Companies around the world are increasingly looking to enhance their cybersecurity readiness given the conflict in Ukraine. There are growing fears that entities aligned with Russia will use cyberattacks to strike western targets in retaliation for the broad condemnation of Russia’s aggression and the sanctions which followed. The U.S. Cybersecurity and Infrastructure Security Agency (CISA), part of the U.S. Department of Homeland Security, recently launched a “Shields Up” awareness campaign sharing guidance on how organizations of all sizes can take protective measures against potential cyberattacks.
In particular, they recommend that organizations:
- Apply network segmentation if you have any business operations or work with suppliers or business partners in the impacted regions. Separating these networks and cutting persistent VPN connections and remote network shares could help prevent possible impact to your critical network(s).
- Review cyber incident response and business continuity plans to make sure they are up to date and ready to address possible ransomware-style or wiper malware attacks. Having a clear and well-tested plan will save you critical time in an incident.
- Maintain fundamental security best practices, including quickly patching internet-facing systems against known vulnerabilities. This is one of the most common ways bad actors enter an environment. Also, implement, maintain, and monitor antivirus and endpoint detection and response solutions.
- Isolate and back up critical data so you can recover known good data and resume business operations more quickly in the event of a cyberattack. Data is the lifeblood of any organization and having an immutable copy should be part of a cyber resiliency strategy.

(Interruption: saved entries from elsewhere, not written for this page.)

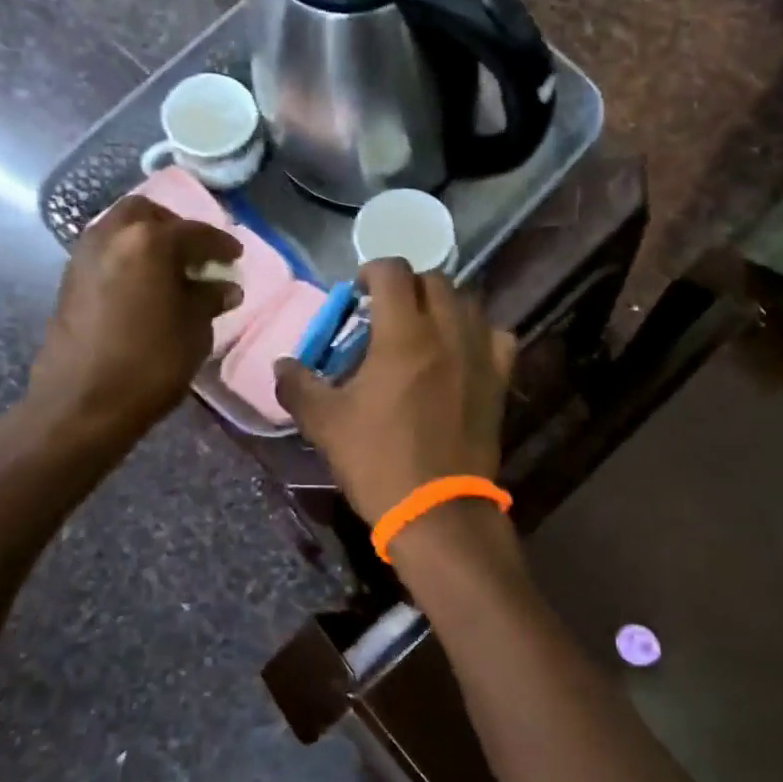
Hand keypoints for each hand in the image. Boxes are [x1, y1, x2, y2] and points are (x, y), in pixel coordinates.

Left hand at [27, 196, 240, 438]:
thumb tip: (223, 287)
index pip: (195, 232)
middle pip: (149, 214)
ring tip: (171, 269)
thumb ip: (209, 300)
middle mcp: (113, 235)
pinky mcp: (69, 278)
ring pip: (121, 228)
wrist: (81, 403)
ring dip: (148, 239)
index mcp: (150, 241)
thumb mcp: (194, 331)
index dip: (221, 244)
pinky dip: (128, 256)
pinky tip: (145, 284)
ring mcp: (85, 254)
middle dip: (176, 228)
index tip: (236, 255)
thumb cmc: (149, 364)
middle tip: (197, 254)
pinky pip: (106, 250)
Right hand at [275, 260, 515, 525]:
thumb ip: (298, 386)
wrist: (437, 510)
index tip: (359, 292)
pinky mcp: (500, 381)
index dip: (372, 270)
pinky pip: (497, 337)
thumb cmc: (378, 460)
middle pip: (435, 281)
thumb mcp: (325, 423)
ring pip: (468, 303)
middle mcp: (447, 332)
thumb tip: (282, 364)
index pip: (394, 271)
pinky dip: (479, 333)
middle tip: (388, 312)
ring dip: (443, 305)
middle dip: (408, 287)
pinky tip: (463, 352)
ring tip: (424, 329)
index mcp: (403, 334)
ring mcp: (480, 355)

- Implement multi-factor authentication in all places possible, especially for remote, administrative, and privileged access to critical networks and applications. Threat actors commonly look to exploit single factor authentication, but building in an additional layer of authentication can help reduce the possibility of cyber intrusion.
- Increase vigilance and prioritize cybersecurity needs across the company while there is elevated cyber risk. Threat actors are opportunistic and could take advantage of world events. Work now to improve your cybersecurity baseline and remove possible barriers that could prevent you from moving quickly to detect, respond to, or recover from an incident.
Now is an especially important time to check your organization's cyber hygiene (CISA’s Cyber Hygiene Guide) and take steps to prepare for potentially damaging ransomware attacks (CISA’s Ransomware Guide). Leveraging the power of our community of experts, preparing in advance, and maintaining vigilance is critically important in times like these.